Nothing but the data itself, reproduced exactly, is the expected answer.
========================
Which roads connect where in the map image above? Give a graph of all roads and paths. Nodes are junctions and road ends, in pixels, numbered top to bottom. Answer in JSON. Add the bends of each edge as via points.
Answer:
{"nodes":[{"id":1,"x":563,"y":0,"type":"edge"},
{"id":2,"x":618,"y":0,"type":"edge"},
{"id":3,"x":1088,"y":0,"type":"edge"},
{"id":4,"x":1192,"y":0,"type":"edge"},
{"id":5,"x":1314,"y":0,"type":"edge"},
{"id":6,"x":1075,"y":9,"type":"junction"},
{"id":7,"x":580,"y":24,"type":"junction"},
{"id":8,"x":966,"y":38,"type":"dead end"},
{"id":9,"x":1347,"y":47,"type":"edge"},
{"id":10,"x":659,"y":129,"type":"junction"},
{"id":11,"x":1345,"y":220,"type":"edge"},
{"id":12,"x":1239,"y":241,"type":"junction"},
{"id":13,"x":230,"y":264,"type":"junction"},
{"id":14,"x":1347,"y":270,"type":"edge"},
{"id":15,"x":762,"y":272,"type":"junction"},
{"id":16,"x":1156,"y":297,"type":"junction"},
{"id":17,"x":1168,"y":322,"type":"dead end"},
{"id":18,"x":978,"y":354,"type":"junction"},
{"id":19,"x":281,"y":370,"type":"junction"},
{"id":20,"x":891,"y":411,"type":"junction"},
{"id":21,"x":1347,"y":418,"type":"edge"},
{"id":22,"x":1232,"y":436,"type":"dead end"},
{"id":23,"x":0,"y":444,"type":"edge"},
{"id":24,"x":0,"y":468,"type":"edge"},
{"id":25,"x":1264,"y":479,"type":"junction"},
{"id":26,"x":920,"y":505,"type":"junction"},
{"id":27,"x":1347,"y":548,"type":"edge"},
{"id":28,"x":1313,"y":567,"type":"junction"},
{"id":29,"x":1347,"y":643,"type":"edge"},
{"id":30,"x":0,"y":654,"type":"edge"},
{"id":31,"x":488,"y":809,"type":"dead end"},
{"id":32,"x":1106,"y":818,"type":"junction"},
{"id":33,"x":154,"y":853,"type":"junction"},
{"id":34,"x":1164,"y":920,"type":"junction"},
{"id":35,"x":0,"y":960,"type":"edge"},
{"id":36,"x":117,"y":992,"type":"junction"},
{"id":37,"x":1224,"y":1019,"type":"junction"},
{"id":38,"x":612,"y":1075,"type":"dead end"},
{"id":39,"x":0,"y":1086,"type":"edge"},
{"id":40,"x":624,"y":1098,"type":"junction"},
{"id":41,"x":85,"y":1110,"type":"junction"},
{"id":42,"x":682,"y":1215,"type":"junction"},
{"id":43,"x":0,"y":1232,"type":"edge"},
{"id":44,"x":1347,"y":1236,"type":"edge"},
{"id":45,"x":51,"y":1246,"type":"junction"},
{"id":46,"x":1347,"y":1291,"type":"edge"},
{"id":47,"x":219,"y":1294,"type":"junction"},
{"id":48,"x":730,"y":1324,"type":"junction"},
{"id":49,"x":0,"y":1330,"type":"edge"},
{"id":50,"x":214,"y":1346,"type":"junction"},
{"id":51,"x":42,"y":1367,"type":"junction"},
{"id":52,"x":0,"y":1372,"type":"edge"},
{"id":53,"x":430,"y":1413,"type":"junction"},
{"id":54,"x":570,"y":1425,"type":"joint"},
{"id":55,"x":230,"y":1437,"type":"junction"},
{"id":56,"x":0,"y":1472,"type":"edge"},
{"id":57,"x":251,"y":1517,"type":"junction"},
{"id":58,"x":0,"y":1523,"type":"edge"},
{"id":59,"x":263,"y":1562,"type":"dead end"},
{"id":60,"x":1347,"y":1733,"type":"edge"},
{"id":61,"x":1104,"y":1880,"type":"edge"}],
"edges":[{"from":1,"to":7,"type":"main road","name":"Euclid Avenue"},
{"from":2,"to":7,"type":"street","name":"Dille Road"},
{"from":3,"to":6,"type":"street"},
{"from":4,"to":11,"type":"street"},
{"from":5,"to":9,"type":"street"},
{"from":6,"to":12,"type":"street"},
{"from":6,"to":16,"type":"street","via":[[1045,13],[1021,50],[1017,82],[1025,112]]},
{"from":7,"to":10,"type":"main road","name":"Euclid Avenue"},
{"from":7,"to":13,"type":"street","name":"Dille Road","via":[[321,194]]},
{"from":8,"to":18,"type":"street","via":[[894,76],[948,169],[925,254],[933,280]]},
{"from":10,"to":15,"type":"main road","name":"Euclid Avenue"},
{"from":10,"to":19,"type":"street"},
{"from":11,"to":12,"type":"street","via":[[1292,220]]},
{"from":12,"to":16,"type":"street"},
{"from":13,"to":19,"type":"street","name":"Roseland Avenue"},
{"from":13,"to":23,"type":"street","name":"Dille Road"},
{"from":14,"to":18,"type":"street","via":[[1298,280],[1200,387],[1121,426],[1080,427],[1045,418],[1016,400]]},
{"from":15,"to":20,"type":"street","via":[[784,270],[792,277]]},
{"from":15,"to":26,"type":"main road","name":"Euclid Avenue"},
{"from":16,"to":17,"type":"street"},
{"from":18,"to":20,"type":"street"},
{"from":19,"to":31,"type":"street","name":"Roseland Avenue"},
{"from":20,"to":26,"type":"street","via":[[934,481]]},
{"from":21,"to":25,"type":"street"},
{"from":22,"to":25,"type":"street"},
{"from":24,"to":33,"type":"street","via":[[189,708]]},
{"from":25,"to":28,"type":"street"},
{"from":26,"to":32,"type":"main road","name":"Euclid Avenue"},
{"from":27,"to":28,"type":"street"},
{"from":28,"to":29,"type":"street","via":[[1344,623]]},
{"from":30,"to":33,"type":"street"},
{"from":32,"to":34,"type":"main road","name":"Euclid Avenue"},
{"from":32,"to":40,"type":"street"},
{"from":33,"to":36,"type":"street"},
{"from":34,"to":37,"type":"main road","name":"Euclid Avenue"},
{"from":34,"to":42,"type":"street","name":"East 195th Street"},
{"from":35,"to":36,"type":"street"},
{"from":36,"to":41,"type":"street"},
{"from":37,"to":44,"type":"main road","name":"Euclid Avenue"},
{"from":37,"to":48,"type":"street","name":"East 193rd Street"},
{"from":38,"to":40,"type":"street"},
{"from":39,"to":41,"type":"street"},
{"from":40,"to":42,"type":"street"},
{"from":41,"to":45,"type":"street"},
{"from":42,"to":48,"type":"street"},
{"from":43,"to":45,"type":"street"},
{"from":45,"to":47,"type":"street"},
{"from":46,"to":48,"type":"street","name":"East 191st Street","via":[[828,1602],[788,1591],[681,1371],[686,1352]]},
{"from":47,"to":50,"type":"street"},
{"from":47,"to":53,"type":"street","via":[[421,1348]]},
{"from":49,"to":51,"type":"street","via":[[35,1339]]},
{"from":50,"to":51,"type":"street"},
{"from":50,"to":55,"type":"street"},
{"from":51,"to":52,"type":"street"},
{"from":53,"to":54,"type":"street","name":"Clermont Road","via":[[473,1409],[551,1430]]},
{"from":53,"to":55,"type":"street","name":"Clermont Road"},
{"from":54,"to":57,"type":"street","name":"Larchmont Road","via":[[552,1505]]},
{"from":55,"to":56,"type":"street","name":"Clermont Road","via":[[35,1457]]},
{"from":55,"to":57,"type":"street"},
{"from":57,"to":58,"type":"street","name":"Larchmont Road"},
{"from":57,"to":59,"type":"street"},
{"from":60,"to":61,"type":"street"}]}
========================
**Answer below:**
Which roads connect where in the map image above? Give a graph of all roads and paths. Nodes are junctions and road ends, in pixels, numbered top to bottom. Answer in JSON. Add the bends of each edge as via points.
Answer:
{"nodes":[{"id":1,"x":563,"y":0,"type":"edge"},
{"id":2,"x":618,"y":0,"type":"edge"},
{"id":3,"x":1088,"y":0,"type":"edge"},
{"id":4,"x":1192,"y":0,"type":"edge"},
{"id":5,"x":1314,"y":0,"type":"edge"},
{"id":6,"x":1075,"y":9,"type":"junction"},
{"id":7,"x":580,"y":24,"type":"junction"},
{"id":8,"x":966,"y":38,"type":"dead end"},
{"id":9,"x":1347,"y":47,"type":"edge"},
{"id":10,"x":659,"y":129,"type":"junction"},
{"id":11,"x":1345,"y":220,"type":"edge"},
{"id":12,"x":1239,"y":241,"type":"junction"},
{"id":13,"x":230,"y":264,"type":"junction"},
{"id":14,"x":1347,"y":270,"type":"edge"},
{"id":15,"x":762,"y":272,"type":"junction"},
{"id":16,"x":1156,"y":297,"type":"junction"},
{"id":17,"x":1168,"y":322,"type":"dead end"},
{"id":18,"x":978,"y":354,"type":"junction"},
{"id":19,"x":281,"y":370,"type":"junction"},
{"id":20,"x":891,"y":411,"type":"junction"},
{"id":21,"x":1347,"y":418,"type":"edge"},
{"id":22,"x":1232,"y":436,"type":"dead end"},
{"id":23,"x":0,"y":444,"type":"edge"},
{"id":24,"x":0,"y":468,"type":"edge"},
{"id":25,"x":1264,"y":479,"type":"junction"},
{"id":26,"x":920,"y":505,"type":"junction"},
{"id":27,"x":1347,"y":548,"type":"edge"},
{"id":28,"x":1313,"y":567,"type":"junction"},
{"id":29,"x":1347,"y":643,"type":"edge"},
{"id":30,"x":0,"y":654,"type":"edge"},
{"id":31,"x":488,"y":809,"type":"dead end"},
{"id":32,"x":1106,"y":818,"type":"junction"},
{"id":33,"x":154,"y":853,"type":"junction"},
{"id":34,"x":1164,"y":920,"type":"junction"},
{"id":35,"x":0,"y":960,"type":"edge"},
{"id":36,"x":117,"y":992,"type":"junction"},
{"id":37,"x":1224,"y":1019,"type":"junction"},
{"id":38,"x":612,"y":1075,"type":"dead end"},
{"id":39,"x":0,"y":1086,"type":"edge"},
{"id":40,"x":624,"y":1098,"type":"junction"},
{"id":41,"x":85,"y":1110,"type":"junction"},
{"id":42,"x":682,"y":1215,"type":"junction"},
{"id":43,"x":0,"y":1232,"type":"edge"},
{"id":44,"x":1347,"y":1236,"type":"edge"},
{"id":45,"x":51,"y":1246,"type":"junction"},
{"id":46,"x":1347,"y":1291,"type":"edge"},
{"id":47,"x":219,"y":1294,"type":"junction"},
{"id":48,"x":730,"y":1324,"type":"junction"},
{"id":49,"x":0,"y":1330,"type":"edge"},
{"id":50,"x":214,"y":1346,"type":"junction"},
{"id":51,"x":42,"y":1367,"type":"junction"},
{"id":52,"x":0,"y":1372,"type":"edge"},
{"id":53,"x":430,"y":1413,"type":"junction"},
{"id":54,"x":570,"y":1425,"type":"joint"},
{"id":55,"x":230,"y":1437,"type":"junction"},
{"id":56,"x":0,"y":1472,"type":"edge"},
{"id":57,"x":251,"y":1517,"type":"junction"},
{"id":58,"x":0,"y":1523,"type":"edge"},
{"id":59,"x":263,"y":1562,"type":"dead end"},
{"id":60,"x":1347,"y":1733,"type":"edge"},
{"id":61,"x":1104,"y":1880,"type":"edge"}],
"edges":[{"from":1,"to":7,"type":"main road","name":"Euclid Avenue"},
{"from":2,"to":7,"type":"street","name":"Dille Road"},
{"from":3,"to":6,"type":"street"},
{"from":4,"to":11,"type":"street"},
{"from":5,"to":9,"type":"street"},
{"from":6,"to":12,"type":"street"},
{"from":6,"to":16,"type":"street","via":[[1045,13],[1021,50],[1017,82],[1025,112]]},
{"from":7,"to":10,"type":"main road","name":"Euclid Avenue"},
{"from":7,"to":13,"type":"street","name":"Dille Road","via":[[321,194]]},
{"from":8,"to":18,"type":"street","via":[[894,76],[948,169],[925,254],[933,280]]},
{"from":10,"to":15,"type":"main road","name":"Euclid Avenue"},
{"from":10,"to":19,"type":"street"},
{"from":11,"to":12,"type":"street","via":[[1292,220]]},
{"from":12,"to":16,"type":"street"},
{"from":13,"to":19,"type":"street","name":"Roseland Avenue"},
{"from":13,"to":23,"type":"street","name":"Dille Road"},
{"from":14,"to":18,"type":"street","via":[[1298,280],[1200,387],[1121,426],[1080,427],[1045,418],[1016,400]]},
{"from":15,"to":20,"type":"street","via":[[784,270],[792,277]]},
{"from":15,"to":26,"type":"main road","name":"Euclid Avenue"},
{"from":16,"to":17,"type":"street"},
{"from":18,"to":20,"type":"street"},
{"from":19,"to":31,"type":"street","name":"Roseland Avenue"},
{"from":20,"to":26,"type":"street","via":[[934,481]]},
{"from":21,"to":25,"type":"street"},
{"from":22,"to":25,"type":"street"},
{"from":24,"to":33,"type":"street","via":[[189,708]]},
{"from":25,"to":28,"type":"street"},
{"from":26,"to":32,"type":"main road","name":"Euclid Avenue"},
{"from":27,"to":28,"type":"street"},
{"from":28,"to":29,"type":"street","via":[[1344,623]]},
{"from":30,"to":33,"type":"street"},
{"from":32,"to":34,"type":"main road","name":"Euclid Avenue"},
{"from":32,"to":40,"type":"street"},
{"from":33,"to":36,"type":"street"},
{"from":34,"to":37,"type":"main road","name":"Euclid Avenue"},
{"from":34,"to":42,"type":"street","name":"East 195th Street"},
{"from":35,"to":36,"type":"street"},
{"from":36,"to":41,"type":"street"},
{"from":37,"to":44,"type":"main road","name":"Euclid Avenue"},
{"from":37,"to":48,"type":"street","name":"East 193rd Street"},
{"from":38,"to":40,"type":"street"},
{"from":39,"to":41,"type":"street"},
{"from":40,"to":42,"type":"street"},
{"from":41,"to":45,"type":"street"},
{"from":42,"to":48,"type":"street"},
{"from":43,"to":45,"type":"street"},
{"from":45,"to":47,"type":"street"},
{"from":46,"to":48,"type":"street","name":"East 191st Street","via":[[828,1602],[788,1591],[681,1371],[686,1352]]},
{"from":47,"to":50,"type":"street"},
{"from":47,"to":53,"type":"street","via":[[421,1348]]},
{"from":49,"to":51,"type":"street","via":[[35,1339]]},
{"from":50,"to":51,"type":"street"},
{"from":50,"to":55,"type":"street"},
{"from":51,"to":52,"type":"street"},
{"from":53,"to":54,"type":"street","name":"Clermont Road","via":[[473,1409],[551,1430]]},
{"from":53,"to":55,"type":"street","name":"Clermont Road"},
{"from":54,"to":57,"type":"street","name":"Larchmont Road","via":[[552,1505]]},
{"from":55,"to":56,"type":"street","name":"Clermont Road","via":[[35,1457]]},
{"from":55,"to":57,"type":"street"},
{"from":57,"to":58,"type":"street","name":"Larchmont Road"},
{"from":57,"to":59,"type":"street"},
{"from":60,"to":61,"type":"street"}]}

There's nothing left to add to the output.